Lisa asked Oxford University Press for a copy of Aristotle's Fragmenta Selecta in return for reviewing a book. It arrived all busted up.
Is this someone's idea of a joke? A fragmented Fragmenta?
December 7, 2024
In 1543, Nicolaus Copernicus published a book arguing that the Earth revolves around the Sun: De revolutionibus orbium coelestium.
This is sometimes painted as a sudden triumph of rationality over the foolish yet long-standing belief that the Sun and all the planets revolve around the Earth. As usual, this triumphalist narrative is oversimplified. In the history of science, everything is always more complicated than you think.
First, Aristarchus had come up with a heliocentric theory way back around 250 BC. While Copernicus probably didn't know all the details, he did know that Aristarchus said the Earth moves. Copernicus mentioned this in an early unpublished version of De revolutionibus.
Copernicus also had some precursors in the Middle Ages, though it's not clear whether he was influenced by them.
In the 1300's, the philosopher Jean Buridan argued that the Earth might not be at the center of the Universe, and that it might be rotating. He claimed — correctly in the first case, and only a bit incorrectly in the second — that there's no real way to tell. But he pointed out that it makes more sense to have the Earth rotating than have the Sun, Moon, planets and stars all revolving around it, because
it is easier to move a small thing than a large one.In 1377 Nicole Oresme continued this line of thought, making the same points in great detail, only to conclude by saying
Yet everyone holds, and I think myself, that the heavens do move and not the Earth, for "God created the orb of the Earth, which will not be moved" [Psalms 104:5], notwithstanding the arguments to the contrary.Everyone seems to take this last-minute reversal of views at face value, but I have trouble believing he really meant it.

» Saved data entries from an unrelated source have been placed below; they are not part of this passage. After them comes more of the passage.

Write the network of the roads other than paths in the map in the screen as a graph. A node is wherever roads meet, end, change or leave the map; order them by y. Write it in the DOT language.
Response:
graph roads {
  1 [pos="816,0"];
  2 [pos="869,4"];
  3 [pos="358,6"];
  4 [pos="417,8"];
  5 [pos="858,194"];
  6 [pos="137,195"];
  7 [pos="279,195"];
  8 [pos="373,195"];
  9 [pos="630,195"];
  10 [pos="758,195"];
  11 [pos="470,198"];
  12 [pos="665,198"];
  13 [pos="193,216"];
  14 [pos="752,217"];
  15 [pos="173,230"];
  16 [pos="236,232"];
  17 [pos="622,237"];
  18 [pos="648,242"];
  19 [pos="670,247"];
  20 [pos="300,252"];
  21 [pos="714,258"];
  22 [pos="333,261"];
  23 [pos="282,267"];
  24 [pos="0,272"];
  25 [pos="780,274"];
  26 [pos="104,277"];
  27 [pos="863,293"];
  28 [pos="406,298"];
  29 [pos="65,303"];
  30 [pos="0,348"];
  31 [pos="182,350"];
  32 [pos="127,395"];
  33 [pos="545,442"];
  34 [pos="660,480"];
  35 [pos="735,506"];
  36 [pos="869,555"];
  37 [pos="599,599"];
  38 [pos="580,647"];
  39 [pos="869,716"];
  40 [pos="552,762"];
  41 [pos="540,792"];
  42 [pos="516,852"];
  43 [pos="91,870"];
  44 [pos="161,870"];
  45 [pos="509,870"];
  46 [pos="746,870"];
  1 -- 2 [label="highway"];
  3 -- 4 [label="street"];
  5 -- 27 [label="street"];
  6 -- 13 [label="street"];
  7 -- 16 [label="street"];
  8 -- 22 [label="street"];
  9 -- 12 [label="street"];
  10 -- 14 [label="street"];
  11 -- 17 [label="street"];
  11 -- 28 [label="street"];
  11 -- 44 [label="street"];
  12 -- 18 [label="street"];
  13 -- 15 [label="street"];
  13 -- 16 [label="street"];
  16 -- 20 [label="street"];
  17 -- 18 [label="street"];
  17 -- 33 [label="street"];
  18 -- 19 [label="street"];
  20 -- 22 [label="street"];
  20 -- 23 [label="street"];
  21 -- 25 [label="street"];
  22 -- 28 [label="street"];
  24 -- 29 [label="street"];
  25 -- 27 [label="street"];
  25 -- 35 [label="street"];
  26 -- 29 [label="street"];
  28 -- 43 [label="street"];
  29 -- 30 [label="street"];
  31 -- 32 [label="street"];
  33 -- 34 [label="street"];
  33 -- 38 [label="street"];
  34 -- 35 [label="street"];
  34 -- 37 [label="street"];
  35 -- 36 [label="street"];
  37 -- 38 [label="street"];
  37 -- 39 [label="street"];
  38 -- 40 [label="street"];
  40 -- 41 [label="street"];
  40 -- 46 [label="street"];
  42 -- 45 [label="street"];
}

Maybe he wanted to play it safe with the Church. I think I detect a wry sense of humor, too.
Sometime between 410 and 420 AD, Martianus Capella came out with a book saying Mercury and Venus orbit the Sun, while the other planets orbit the Earth!
This picture is from a much later book by the German astronomer Valentin Naboth, in 1573. But it illustrates Capella's theory — and as we'll see, his theory was rather well-known in western Europe starting in the 800s.
First of all, take a minute to think about how reasonable this theory is. Mercury and Venus are the two planets closer to the Sun than we are. So, unlike the other planets, we can never possibly see them more than 90° away from the Sun. In fact Venus never gets more than 48° from the Sun, and Mercury stays even closer. So it looks like these planets are orbiting the Sun, not the Earth!
But who was this guy, and why did he matter?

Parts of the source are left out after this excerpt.